The idea of a UK Prosperity Fund was floated after the 2016 referendum decision to leave the EU. In the 20 years since winning Objective One status, Cornwall has received more than £1 billion in European grants and subsidies, particularly as a result of the Common Agricultural Policy, which has boosted farm incomes ever since the UK joined the former Common Market in 1973.
In the three years since the referendum result, government ministers have not said how much money they would give to Cornwall or how it might be spent.
They want to ask for a £60m-£80 million award, spread over 7-10 years, using existing local government mechanisms to decide how it will be spent. More likely, they concede, is £20m-£50 million, aligned with Parliamentary cycles of about 5 years. In worst-case scenario, they speculate that Cornwall might get nothing.
Cornwall has a record of wild optimism in its approach to Whitehall. In 2017 the LEP asked for £127 million. It got just £18 million.
“The absence of any significant progress on the UK Shared Prosperity Fund since the 2016 referendum presents a number of risks for Cornwall and the Isles of Scilly,” says the report, which will be considered at next week’s meeting of the LEP.

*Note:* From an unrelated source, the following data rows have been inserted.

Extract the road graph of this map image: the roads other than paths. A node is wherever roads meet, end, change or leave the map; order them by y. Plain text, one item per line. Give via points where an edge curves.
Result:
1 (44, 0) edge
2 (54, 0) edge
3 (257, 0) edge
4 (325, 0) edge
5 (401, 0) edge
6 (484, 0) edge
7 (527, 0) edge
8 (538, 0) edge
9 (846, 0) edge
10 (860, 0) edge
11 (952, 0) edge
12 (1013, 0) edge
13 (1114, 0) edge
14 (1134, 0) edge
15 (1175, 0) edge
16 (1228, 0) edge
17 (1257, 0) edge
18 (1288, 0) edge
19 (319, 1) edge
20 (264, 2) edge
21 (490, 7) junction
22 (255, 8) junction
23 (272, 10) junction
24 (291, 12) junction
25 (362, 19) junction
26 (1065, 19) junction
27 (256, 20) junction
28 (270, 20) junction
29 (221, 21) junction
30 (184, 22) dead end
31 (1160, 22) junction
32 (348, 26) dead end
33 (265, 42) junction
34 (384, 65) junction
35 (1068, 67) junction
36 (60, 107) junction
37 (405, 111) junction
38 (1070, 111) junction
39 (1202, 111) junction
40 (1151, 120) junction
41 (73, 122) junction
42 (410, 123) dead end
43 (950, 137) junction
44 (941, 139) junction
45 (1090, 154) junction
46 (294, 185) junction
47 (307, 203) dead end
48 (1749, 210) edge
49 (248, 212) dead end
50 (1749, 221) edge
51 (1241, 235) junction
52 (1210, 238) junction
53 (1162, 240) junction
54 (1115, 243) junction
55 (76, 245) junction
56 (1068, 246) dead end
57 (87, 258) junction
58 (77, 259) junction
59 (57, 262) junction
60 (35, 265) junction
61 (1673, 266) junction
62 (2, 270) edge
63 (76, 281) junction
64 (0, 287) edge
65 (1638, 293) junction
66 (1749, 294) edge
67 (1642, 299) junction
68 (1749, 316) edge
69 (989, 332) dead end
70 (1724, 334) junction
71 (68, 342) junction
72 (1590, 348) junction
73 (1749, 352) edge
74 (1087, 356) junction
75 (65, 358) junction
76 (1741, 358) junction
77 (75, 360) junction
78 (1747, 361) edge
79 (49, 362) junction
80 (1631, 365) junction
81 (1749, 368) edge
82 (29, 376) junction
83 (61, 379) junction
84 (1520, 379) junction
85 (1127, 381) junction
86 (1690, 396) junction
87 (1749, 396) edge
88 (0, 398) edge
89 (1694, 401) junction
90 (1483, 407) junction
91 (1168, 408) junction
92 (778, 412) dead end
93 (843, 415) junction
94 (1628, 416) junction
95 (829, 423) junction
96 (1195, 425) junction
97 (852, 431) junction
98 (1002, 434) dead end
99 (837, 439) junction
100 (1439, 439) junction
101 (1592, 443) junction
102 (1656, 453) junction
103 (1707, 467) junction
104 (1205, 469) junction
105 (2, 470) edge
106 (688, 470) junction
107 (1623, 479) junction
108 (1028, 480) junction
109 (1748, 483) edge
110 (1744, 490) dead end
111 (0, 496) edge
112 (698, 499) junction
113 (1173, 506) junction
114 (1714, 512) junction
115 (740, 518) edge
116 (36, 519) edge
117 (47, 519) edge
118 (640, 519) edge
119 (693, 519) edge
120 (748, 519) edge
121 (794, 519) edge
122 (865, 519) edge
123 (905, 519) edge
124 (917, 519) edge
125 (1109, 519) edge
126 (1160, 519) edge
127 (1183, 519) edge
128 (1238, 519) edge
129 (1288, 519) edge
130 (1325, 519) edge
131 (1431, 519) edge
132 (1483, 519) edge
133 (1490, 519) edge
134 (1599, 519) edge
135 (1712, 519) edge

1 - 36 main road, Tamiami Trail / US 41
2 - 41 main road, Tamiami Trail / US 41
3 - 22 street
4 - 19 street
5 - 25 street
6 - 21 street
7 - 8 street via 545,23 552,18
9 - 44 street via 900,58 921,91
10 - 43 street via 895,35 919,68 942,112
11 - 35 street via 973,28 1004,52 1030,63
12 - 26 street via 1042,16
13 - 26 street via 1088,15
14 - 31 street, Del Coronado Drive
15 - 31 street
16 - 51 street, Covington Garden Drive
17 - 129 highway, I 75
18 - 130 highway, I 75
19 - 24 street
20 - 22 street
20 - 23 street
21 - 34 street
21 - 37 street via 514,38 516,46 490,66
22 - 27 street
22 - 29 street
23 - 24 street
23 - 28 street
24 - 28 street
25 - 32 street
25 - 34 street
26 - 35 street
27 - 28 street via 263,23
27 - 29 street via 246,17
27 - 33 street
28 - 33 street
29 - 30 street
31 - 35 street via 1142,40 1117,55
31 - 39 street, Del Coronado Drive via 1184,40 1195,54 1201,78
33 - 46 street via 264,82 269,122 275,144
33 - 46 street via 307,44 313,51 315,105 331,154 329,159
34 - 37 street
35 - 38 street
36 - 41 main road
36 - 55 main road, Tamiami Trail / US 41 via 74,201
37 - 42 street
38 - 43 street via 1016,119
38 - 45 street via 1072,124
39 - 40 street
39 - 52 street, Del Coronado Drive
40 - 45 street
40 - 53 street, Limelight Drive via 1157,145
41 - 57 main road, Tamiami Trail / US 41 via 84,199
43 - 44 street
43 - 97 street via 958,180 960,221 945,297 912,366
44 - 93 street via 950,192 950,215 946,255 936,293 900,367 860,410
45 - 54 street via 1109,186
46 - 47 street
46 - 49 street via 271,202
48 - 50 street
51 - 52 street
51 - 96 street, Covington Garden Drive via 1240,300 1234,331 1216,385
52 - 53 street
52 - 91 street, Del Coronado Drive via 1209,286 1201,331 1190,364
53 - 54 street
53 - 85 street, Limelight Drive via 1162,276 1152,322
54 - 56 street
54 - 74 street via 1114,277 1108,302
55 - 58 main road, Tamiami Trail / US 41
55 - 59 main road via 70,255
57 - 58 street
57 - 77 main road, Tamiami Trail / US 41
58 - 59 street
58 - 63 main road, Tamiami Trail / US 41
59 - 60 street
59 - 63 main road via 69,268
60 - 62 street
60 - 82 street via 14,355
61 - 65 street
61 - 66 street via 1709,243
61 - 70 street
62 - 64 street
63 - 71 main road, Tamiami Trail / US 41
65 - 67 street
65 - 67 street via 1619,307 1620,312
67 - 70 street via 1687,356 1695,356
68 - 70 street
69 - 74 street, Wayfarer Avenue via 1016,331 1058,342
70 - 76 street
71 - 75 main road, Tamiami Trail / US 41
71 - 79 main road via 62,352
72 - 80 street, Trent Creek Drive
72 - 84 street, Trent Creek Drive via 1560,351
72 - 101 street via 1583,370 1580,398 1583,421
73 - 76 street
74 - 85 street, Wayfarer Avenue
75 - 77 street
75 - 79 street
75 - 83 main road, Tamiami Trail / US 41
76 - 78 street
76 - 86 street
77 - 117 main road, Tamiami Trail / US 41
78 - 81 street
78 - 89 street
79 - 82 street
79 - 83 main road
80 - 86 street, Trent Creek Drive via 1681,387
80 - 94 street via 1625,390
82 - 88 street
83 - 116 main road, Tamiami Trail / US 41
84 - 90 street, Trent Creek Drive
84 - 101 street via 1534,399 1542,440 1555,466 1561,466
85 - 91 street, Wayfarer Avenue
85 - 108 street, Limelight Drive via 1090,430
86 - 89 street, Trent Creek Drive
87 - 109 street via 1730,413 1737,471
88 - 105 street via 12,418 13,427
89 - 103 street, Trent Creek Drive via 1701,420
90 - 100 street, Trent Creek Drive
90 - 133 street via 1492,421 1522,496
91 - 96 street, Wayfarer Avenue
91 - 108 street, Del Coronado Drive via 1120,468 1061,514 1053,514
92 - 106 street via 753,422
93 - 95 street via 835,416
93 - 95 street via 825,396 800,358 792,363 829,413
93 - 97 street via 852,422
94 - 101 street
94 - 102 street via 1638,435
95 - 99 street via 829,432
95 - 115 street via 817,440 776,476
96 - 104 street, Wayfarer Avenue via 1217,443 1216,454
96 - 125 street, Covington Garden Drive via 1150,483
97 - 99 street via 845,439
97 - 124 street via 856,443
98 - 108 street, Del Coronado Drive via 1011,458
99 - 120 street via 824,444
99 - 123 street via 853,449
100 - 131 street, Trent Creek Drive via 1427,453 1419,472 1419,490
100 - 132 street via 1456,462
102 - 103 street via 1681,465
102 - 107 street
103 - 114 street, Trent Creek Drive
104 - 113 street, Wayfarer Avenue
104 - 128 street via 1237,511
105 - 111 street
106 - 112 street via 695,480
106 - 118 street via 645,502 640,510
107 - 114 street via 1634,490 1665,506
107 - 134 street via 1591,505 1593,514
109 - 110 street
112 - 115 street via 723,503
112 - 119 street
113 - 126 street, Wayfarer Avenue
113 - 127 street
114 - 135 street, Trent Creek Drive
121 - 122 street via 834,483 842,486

“Risks of the least favourable scenarios include less funding, less local control, less scope of what can be funded, more national direction in how funds can be used,
ad hoc funding announcements rather than a long term programme approach, an unworkable delivery model, increased bureaucracy and an erosion of local capacity to deliver economic growth initiatives.
“By comparison, the opportunities presented by a locally devolved programme where accountability and delivery lies with CIoS partners to deliver would mean greater join up of activity targeting key local policy areas, accountability and decision making taken within the functional economic area and programmes driven towards achieving locally determined economic, social and environmental outcomes.”
Earlier this year Cornwall joined with other areas, similarly affected by withdrawal from the EU, to press the government for a swift decision. In fact, the government is still consulting on its Prosperity Fund and published its latest paper only two weeks ago.
Ministers have said they will continue to provide funds for Cornwall until 2020, even in the event of a No Deal Brexit.